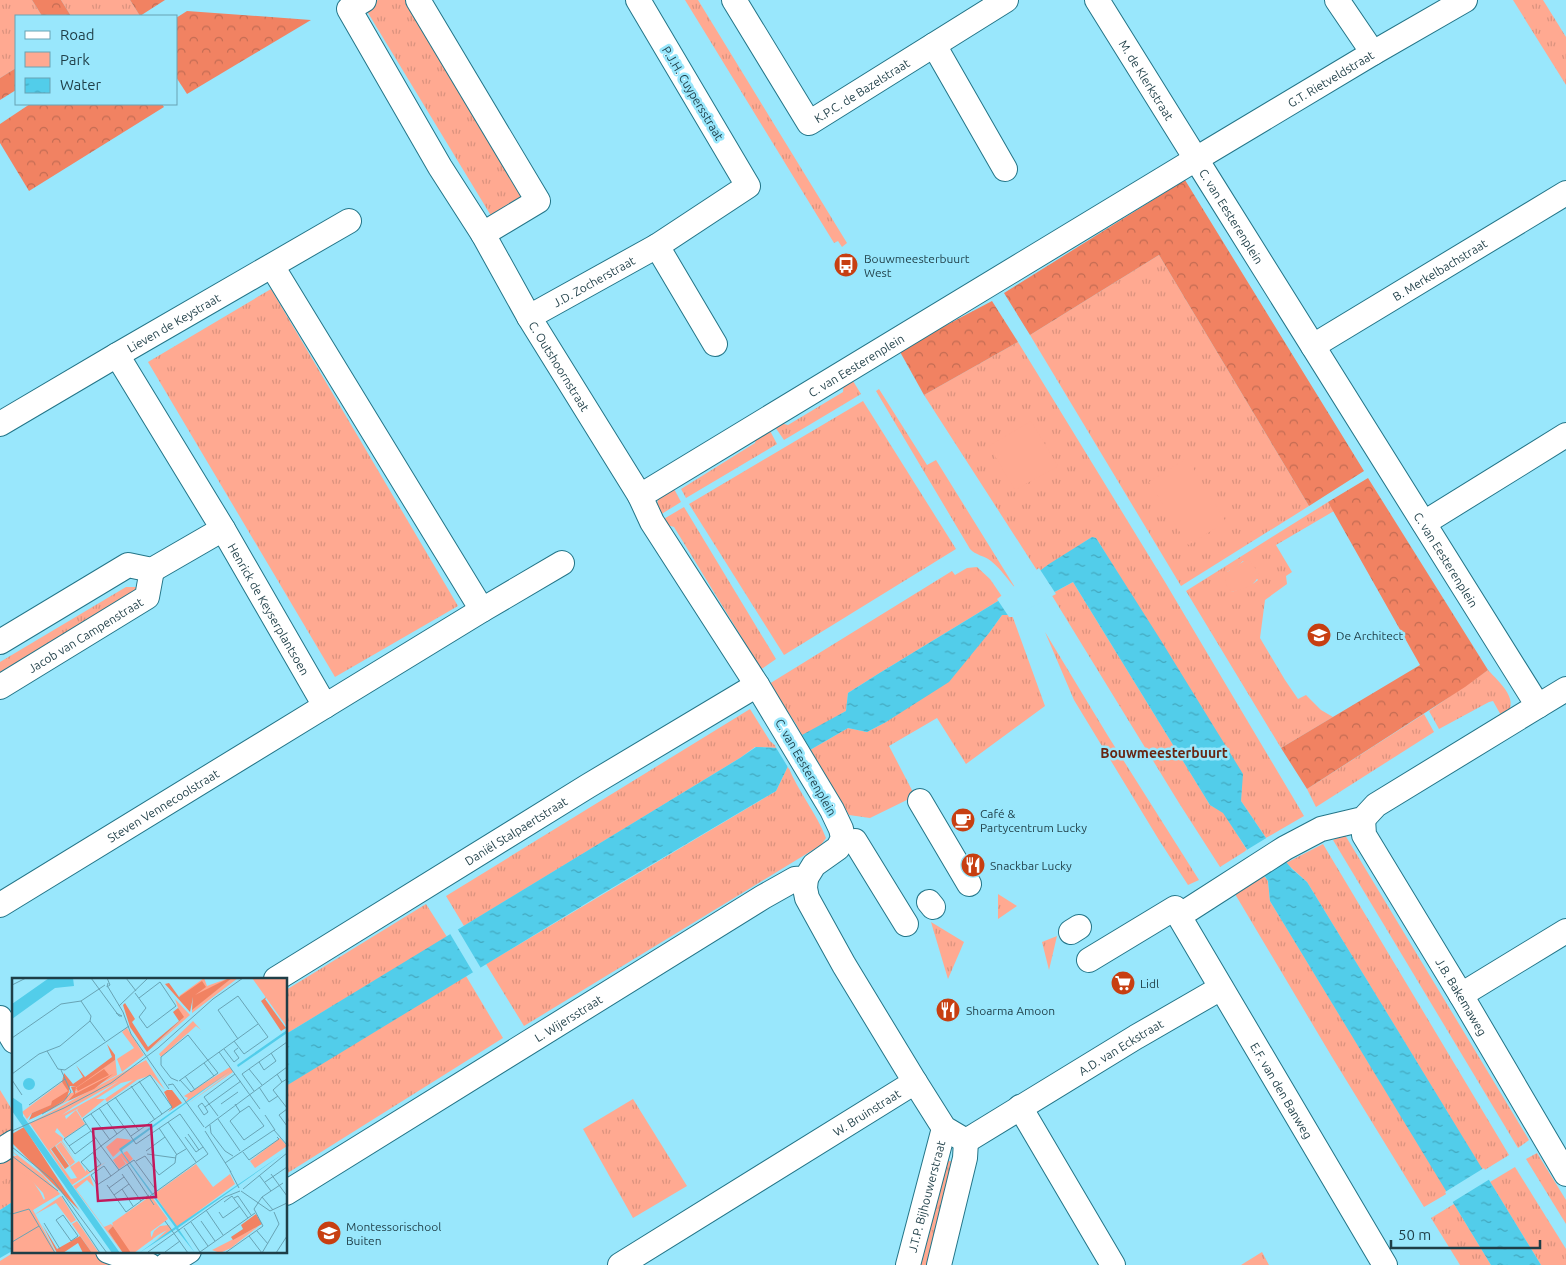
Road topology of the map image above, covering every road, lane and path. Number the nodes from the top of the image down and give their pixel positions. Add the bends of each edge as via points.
1 (418, 0) edge
2 (638, 0) edge
3 (734, 0) edge
4 (1006, 0) edge
5 (1097, 0) edge
6 (1337, 0) edge
7 (1465, 0) edge
8 (356, 4) edge
9 (934, 45) junction
10 (1373, 53) junction
11 (1196, 159) junction
12 (1005, 169) dead end
13 (748, 186) joint
14 (1566, 193) edge
15 (349, 221) dead end
16 (483, 234) junction
17 (658, 246) junction
18 (272, 266) junction
19 (529, 317) junction
20 (716, 344) dead end
21 (1313, 346) junction
22 (116, 355) junction
23 (0, 424) edge
24 (1566, 435) edge
25 (640, 496) junction
26 (1424, 523) junction
27 (222, 529) junction
28 (562, 563) dead end
29 (152, 570) junction
30 (482, 610) junction
31 (0, 642) edge
32 (757, 685) junction
33 (0, 688) edge
34 (1566, 689) edge
35 (325, 706) junction
36 (1538, 706) junction
37 (920, 801) dead end
38 (1363, 819) junction
39 (849, 839) junction
40 (806, 878) junction
41 (969, 884) dead end
42 (0, 905) edge
43 (1177, 912) junction
44 (906, 924) dead end
45 (1566, 931) edge
46 (1089, 960) dead end
47 (278, 978) edge
48 (1221, 988) junction
49 (1461, 995) junction
50 (0, 1018) edge
51 (12, 1038) edge
52 (915, 1082) junction
53 (1020, 1107) junction
54 (944, 1128) junction
55 (966, 1141) junction
56 (12, 1143) edge
57 (0, 1151) edge
58 (1566, 1174) edge
59 (288, 1192) edge
60 (111, 1252) edge
61 (187, 1252) edge
62 (149, 1265) edge
63 (166, 1265) edge
64 (620, 1265) edge
65 (908, 1265) edge
66 (939, 1265) edge
67 (1113, 1265) edge
68 (1385, 1265) edge

1 - 16 street via 538,201
2 - 13 street, P.J.H. Cuypersstraat
3 - 9 street, K.P.C. de Bazelstraat via 809,122
4 - 9 street, K.P.C. de Bazelstraat
5 - 11 street, M. de Klerkstraat
6 - 10 street
7 - 10 street, G.T. Rietveldstraat
8 - 16 street, C. Outshoornstraat via 440,167
9 - 12 street
10 - 11 street, G.T. Rietveldstraat
11 - 21 street, C. van Eesterenplein
11 - 25 street, C. van Eesterenplein
13 - 17 street, J.D. Zocherstraat
14 - 21 street, B. Merkelbachstraat
15 - 18 street, Lieven de Keystraat
16 - 19 street, C. Outshoornstraat
17 - 19 street, J.D. Zocherstraat
17 - 20 street
18 - 22 street, Lieven de Keystraat
18 - 30 street
19 - 25 street, C. Outshoornstraat
21 - 26 street, C. van Eesterenplein
22 - 23 street, Lieven de Keystraat
22 - 27 street, Henrick de Keyserplantsoen
24 - 26 street
25 - 32 street, C. van Eesterenplein via 652,522
26 - 36 street, C. van Eesterenplein
27 - 29 street
27 - 35 street, Henrick de Keyserplantsoen
28 - 30 street
29 - 31 street via 128,565
29 - 33 street, Jacob van Campenstraat via 147,597
30 - 35 street
32 - 39 street, C. van Eesterenplein
32 - 47 street, Daniël Stalpaertstraat
34 - 36 street
35 - 42 street, Steven Vennecoolstraat
36 - 38 street via 1376,804
37 - 41 street
38 - 43 street via 1321,829
38 - 49 street, J.B. Bakemaweg via 1364,836
39 - 40 street via 814,865
39 - 44 street, C. van Eesterenplein
40 - 52 street, W. Bruinstraat via 804,888 808,898 844,965
40 - 59 street, L. Wijersstraat via 795,879 763,897
43 - 46 street
43 - 48 street, E.F. van den Banweg
45 - 49 street
48 - 53 street, A.D. van Eckstraat
48 - 68 street, E.F. van den Banweg
49 - 58 street, J.B. Bakemaweg
50 - 51 street
52 - 54 street
52 - 64 street, W. Bruinstraat
53 - 55 street, A.D. van Eckstraat
53 - 67 street
54 - 55 street
54 - 65 street, J.T.P. Bijhouwerstraat
55 - 66 street, J.T.P. Bijhouwerstraat via 965,1158
56 - 57 street
60 - 62 street
61 - 63 street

Activity:
Among the records above, how many lines carry the string "Bakemaweg"? Reply with the number alone.

Response area:
2